Prepare UCM Configuration File#

Create a UCM configuration file (e.g., ucm_config_example.yaml) with PipelineStore:

ucm_connectors:
  - ucm_connector_name: "UcmPipelineStore"
    ucm_connector_config:
      store_pipeline: "Cache|Posix"
      storage_backends: "/mnt/test1"
      cache_buffer_capacity_gb: 32
enable_event_sync: true
use_layerwise: false

Key configuration parameters:

  • storage_backends: The shared storage directory accessible from all nodes (e.g., NFS-mounted path).

Note: For more configuration options, refer to UCM PipelineStore Documentation.

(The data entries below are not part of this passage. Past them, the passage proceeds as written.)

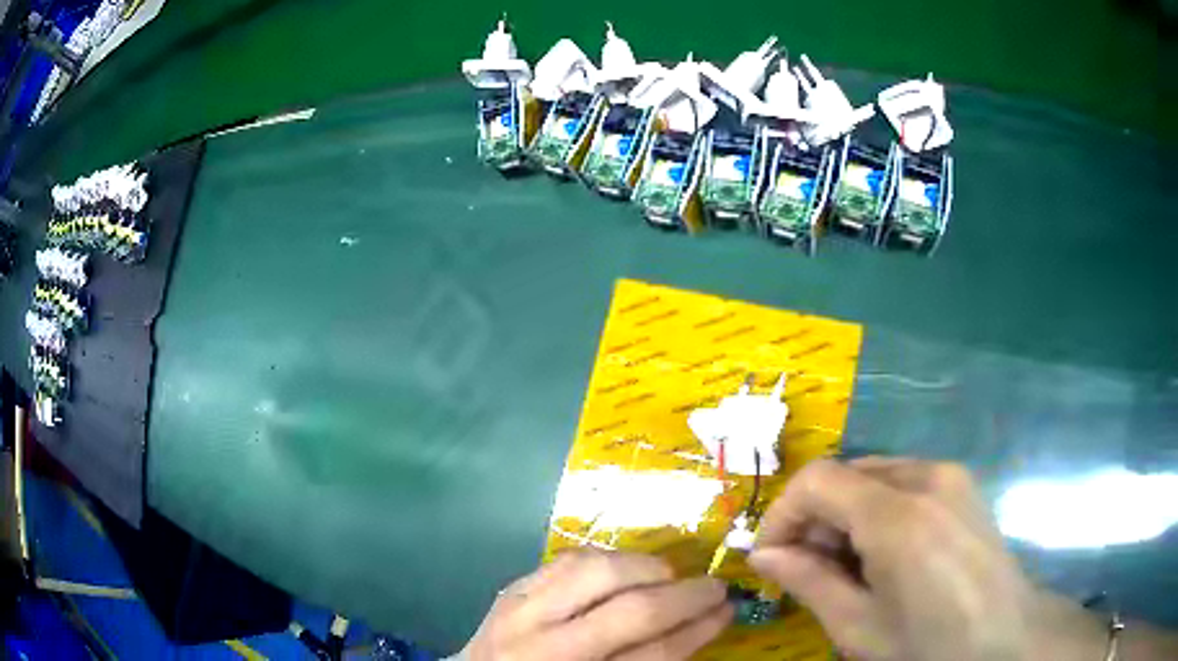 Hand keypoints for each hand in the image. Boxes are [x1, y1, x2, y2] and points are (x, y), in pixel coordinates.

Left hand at [457, 549, 732, 660]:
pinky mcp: (511, 588)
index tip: (728, 610)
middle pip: (630, 610)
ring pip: (596, 571)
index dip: (698, 630)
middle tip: (714, 588)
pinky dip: (606, 560)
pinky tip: (624, 570)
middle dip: (685, 596)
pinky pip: (566, 559)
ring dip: (646, 569)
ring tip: (668, 577)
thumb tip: (694, 628)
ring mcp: (521, 611)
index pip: (652, 656)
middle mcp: (545, 648)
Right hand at [749, 458, 1103, 660]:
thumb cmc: (929, 643)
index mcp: (899, 516)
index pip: (817, 481)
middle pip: (846, 473)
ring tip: (846, 565)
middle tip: (806, 568)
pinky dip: (876, 508)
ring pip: (874, 474)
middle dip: (813, 517)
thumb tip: (763, 557)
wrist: (1004, 635)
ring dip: (845, 513)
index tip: (770, 557)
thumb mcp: (859, 627)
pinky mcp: (962, 483)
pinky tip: (884, 552)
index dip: (782, 514)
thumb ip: (808, 583)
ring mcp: (949, 475)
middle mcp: (926, 477)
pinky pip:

Start disaggregated service#

For illustration purposes, let us take GPU as an example and assume the model used is Qwen2.5-7B-Instruct.Using ASCEND_RT_VISIBLE_DEVICES instead of CUDA_VISIBLE_DEVICES to specify visible devices when starting service on Ascend platform.

Run prefill server#

Prefiller Launch Command:

export CUDA_VISIBLE_DEVICES=0 
vllm serve /home/models/Qwen2.5-7B-Instruct \
--max-model-len 20000 \
--tensor-parallel-size 1 \
--gpu_memory_utilization 0.87 \
--trust-remote-code \
--port 7800 \
--block-size 128 \
--kv-transfer-config \
'{
    "kv_connector": "UCMConnector",
    "kv_role": "kv_both",
    "kv_connector_module_path": "ucm.integration.vllm.ucm_connector",
    "kv_connector_extra_config": {"UCM_CONFIG_FILE": "/vllm-workspace/unified-cache-management/examples/ucm_config_example.yaml"}
}'

Run decode server#

Decoder Launch Command:

export CUDA_VISIBLE_DEVICES=0 
vllm serve /home/models/Qwen2.5-7B-Instruct \
--max-model-len 20000 \
--tensor-parallel-size 1 \
--gpu_memory_utilization 0.87 \
--trust-remote-code \
--port 7801 \
--block-size 128 \
--kv-transfer-config \
'{
    "kv_connector": "UCMConnector",
    "kv_role": "kv_both",
    "kv_connector_module_path": "ucm.integration.vllm.ucm_connector",
    "kv_connector_extra_config": {"UCM_CONFIG_FILE": "/vllm-workspace/unified-cache-management/examples/ucm_config_example.yaml"}
}'

Run proxy server#

Make sure prefill nodes and decode nodes can connect to each other.

cd /vllm-workspace/unified-cache-management/ucm/pd
python3 toy_proxy_server.py --pd-disaggregation --host localhost --port 7802 --prefiller-host <prefill-node-ip> --prefiller-port 7800 --decoder-host <decode-node-ip> --decoder-port 7801

Testing and Benchmarking#

Basic Test#

After running all servers , you can test with a simple curl command:

curl http://localhost:7802/v1/completions \
    -H "Content-Type: application/json" \
    -d '{
        "model": "/home/models/Qwen2.5-7B-Instruct",
        "prompt": "What date is today?",
        "max_tokens": 20,
        "temperature": 0
    }'

Benchmark Test#

Use the benchmark scripts provided by vLLM.

vllm bench serve \
    --backend vllm \
    --dataset-name random \
    --random-input-len 4096 \
    --random-output-len 100 \
    --num-prompts 10 \
    --ignore-eos \
    --model /home/models/Qwen2.5-7B-Instruct \
    --tokenizer /home/models/Qwen2.5-7B-Instruct \
    --host localhost \
    --port 7802 \
    --endpoint /v1/completions \
    --request-rate 1

1p1d with Different Platforms#

This document demonstrates how to run unified-cache-management with disaggregated prefill using PipelineStore on different platforms, with a setup of one prefiller node and one decoder node.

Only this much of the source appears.